Let not these thoughts afflict you, I shall live unhonoured and be nobody nowhere. For if want of honour
(ἀτιμία) is an evil, you cannot be in evil through the
means (fault) of another any more than you can be
involved in any thing base. Is it then your business to
obtain the rank of a magistrate, or to be received at a
banquet? By no means. How then can this be want of
honor (dishonor)? And how will you be nobody nowhere,
when you ought to be somebody in those things only
which are in your power, in which indeed it is permitted
to you to be a man of the greatest worth? But your
friends will be without assistance! What do you mean
by being without assistance? They will not receive
money from you, nor will you make them Roman citizens.
Who then told you that these are among the things which
are in our power, and not in the power of others?
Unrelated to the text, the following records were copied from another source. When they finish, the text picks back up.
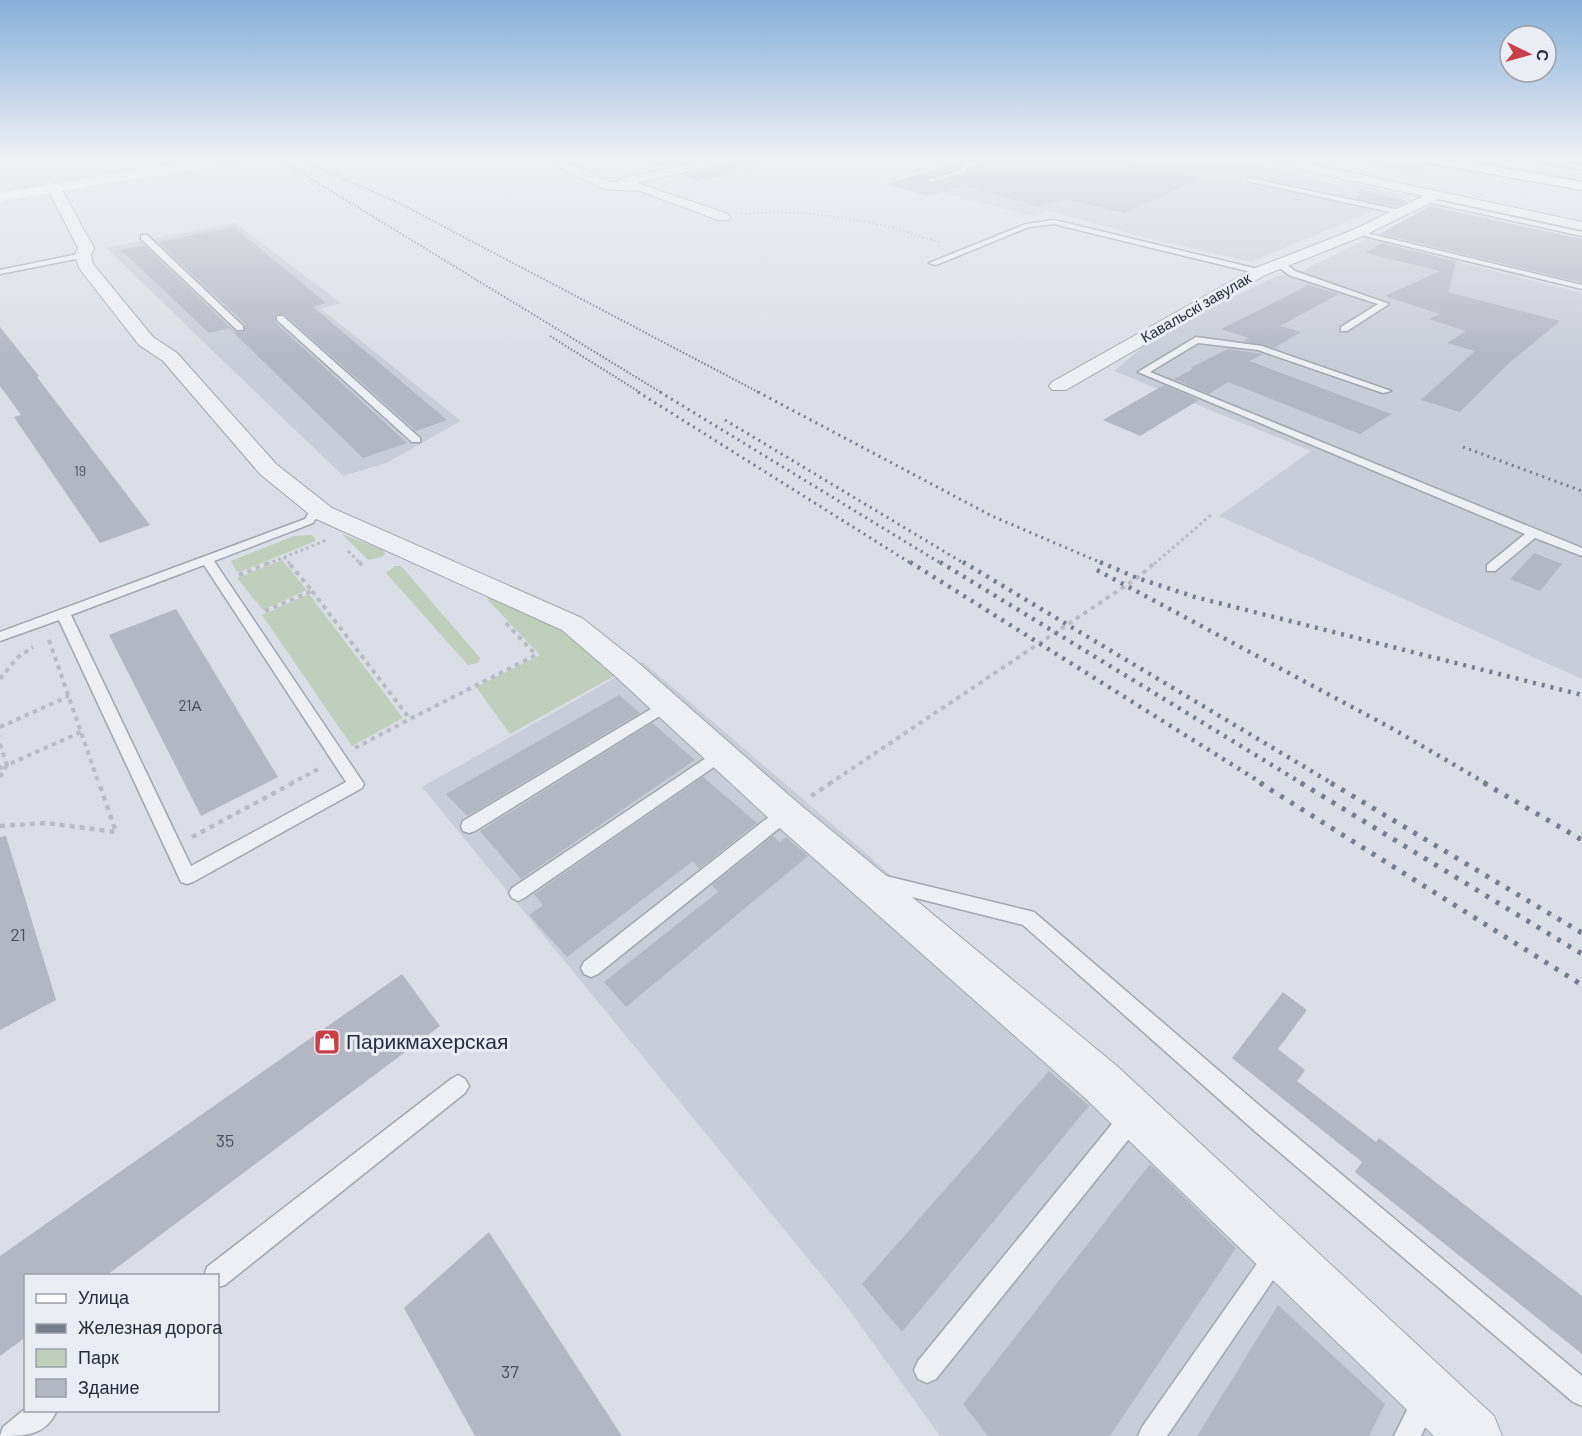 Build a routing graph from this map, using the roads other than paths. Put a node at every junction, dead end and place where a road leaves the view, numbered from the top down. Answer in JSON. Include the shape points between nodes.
{"nodes":[{"id":1,"x":74,"y":225,"type":"edge"},
{"id":2,"x":1028,"y":225,"type":"edge"},
{"id":3,"x":1066,"y":225,"type":"edge"},
{"id":4,"x":1374,"y":225,"type":"edge"},
{"id":5,"x":1545,"y":225,"type":"edge"},
{"id":6,"x":1358,"y":233,"type":"junction"},
{"id":7,"x":1582,"y":234,"type":"edge"},
{"id":8,"x":144,"y":237,"type":"dead end"},
{"id":9,"x":83,"y":255,"type":"junction"},
{"id":10,"x":933,"y":263,"type":"dead end"},
{"id":11,"x":1280,"y":264,"type":"junction"},
{"id":12,"x":0,"y":272,"type":"edge"},
{"id":13,"x":1259,"y":272,"type":"junction"},
{"id":14,"x":1582,"y":287,"type":"edge"},
{"id":15,"x":280,"y":318,"type":"dead end"},
{"id":16,"x":240,"y":327,"type":"dead end"},
{"id":17,"x":1344,"y":329,"type":"dead end"},
{"id":18,"x":1059,"y":386,"type":"dead end"},
{"id":19,"x":1386,"y":391,"type":"dead end"},
{"id":20,"x":416,"y":440,"type":"dead end"},
{"id":21,"x":317,"y":508,"type":"junction"},
{"id":22,"x":1533,"y":533,"type":"junction"},
{"id":23,"x":1582,"y":552,"type":"edge"},
{"id":24,"x":207,"y":559,"type":"junction"},
{"id":25,"x":1491,"y":568,"type":"dead end"},
{"id":26,"x":63,"y":614,"type":"junction"},
{"id":27,"x":0,"y":637,"type":"edge"},
{"id":28,"x":666,"y":705,"type":"junction"},
{"id":29,"x":720,"y":754,"type":"junction"},
{"id":30,"x":786,"y":813,"type":"junction"},
{"id":31,"x":469,"y":826,"type":"dead end"},
{"id":32,"x":862,"y":878,"type":"junction"},
{"id":33,"x":518,"y":893,"type":"dead end"},
{"id":34,"x":591,"y":968,"type":"dead end"},
{"id":35,"x":458,"y":1086,"type":"dead end"},
{"id":36,"x":1134,"y":1114,"type":"junction"},
{"id":37,"x":1279,"y":1251,"type":"junction"},
{"id":38,"x":217,"y":1274,"type":"edge"},
{"id":39,"x":927,"y":1370,"type":"dead end"},
{"id":40,"x":1429,"y":1393,"type":"junction"},
{"id":41,"x":1582,"y":1393,"type":"edge"},
{"id":42,"x":42,"y":1412,"type":"edge"},
{"id":43,"x":12,"y":1436,"type":"edge"},
{"id":44,"x":1151,"y":1436,"type":"edge"},
{"id":45,"x":1407,"y":1436,"type":"edge"},
{"id":46,"x":1474,"y":1436,"type":"edge"}],
"edges":[{"from":1,"to":9,"type":"street","via":[[86,248]]},
{"from":2,"to":10,"type":"lane"},
{"from":3,"to":13,"type":"lane"},
{"from":4,"to":6,"type":"street","name":"Кавальскі завулак"},
{"from":5,"to":7,"type":"lane"},
{"from":6,"to":11,"type":"street","name":"Кавальскі завулак"},
{"from":6,"to":14,"type":"lane"},
{"from":8,"to":16,"type":"lane"},
{"from":9,"to":12,"type":"lane"},
{"from":9,"to":21,"type":"street","via":[[85,265],[146,341],[170,357],[268,469]]},
{"from":11,"to":13,"type":"street","name":"Кавальскі завулак"},
{"from":11,"to":17,"type":"lane","via":[[1292,273],[1385,304]]},
{"from":13,"to":18,"type":"street","name":"Кавальскі завулак"},
{"from":15,"to":20,"type":"lane"},
{"from":19,"to":22,"type":"lane","via":[[1259,348],[1196,340],[1143,372]]},
{"from":21,"to":24,"type":"lane","via":[[309,521]]},
{"from":21,"to":28,"type":"street","via":[[572,624]]},
{"from":22,"to":23,"type":"lane"},
{"from":22,"to":25,"type":"lane"},
{"from":24,"to":26,"type":"lane"},
{"from":24,"to":26,"type":"lane","via":[[356,784],[187,877]]},
{"from":26,"to":27,"type":"lane"},
{"from":28,"to":29,"type":"street"},
{"from":28,"to":31,"type":"lane"},
{"from":29,"to":30,"type":"street"},
{"from":29,"to":33,"type":"lane"},
{"from":30,"to":32,"type":"street"},
{"from":30,"to":34,"type":"lane"},
{"from":32,"to":36,"type":"street"},
{"from":32,"to":41,"type":"lane","via":[[1028,918]]},
{"from":35,"to":38,"type":"lane"},
{"from":36,"to":37,"type":"street"},
{"from":36,"to":39,"type":"lane"},
{"from":37,"to":40,"type":"street"},
{"from":37,"to":44,"type":"lane"},
{"from":40,"to":45,"type":"lane"},
{"from":40,"to":46,"type":"street"},
{"from":42,"to":43,"type":"lane"}]}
And
who can give to another what he has not himself? Acquire
money then, your friends say, that we also may have
something. If I can acquire money and also keep myself
modest, and faithful and magnanimous, point out the way,
and I will acquire it. But if you ask me to lose the
things which are good and my own, in order that you may
gain the things which are not good, see how unfair and
silly you are. Besides, which would you rather have,
money or a faithful and modest friend? For this end
then rather help me to be such a man, and do not ask me
to do this by which I shall lose that character. But my
country, you say, as far as it depends on me, will be
without my help. I ask again, what help do you mean?
It will not have porticoes or baths through you.1 And
what does this mean? For it is not furnished with shoes
by means of a smith, nor with arms by means of a shoemaker. But it is enough if every man fully discharges
the work that is his own: and if you provided it with
another citizen faithful and modest, would you not be
useful to it? Yes. Then you also cannot be useless to it.
What place then, you say, shall I hold in the city? Whatever you can, if you maintain at the same time your fidelity
and modesty. But if when you wish to be useful to the
state, you shall lose these qualities, what profit could you
be to it, if you were made shameless and faithless?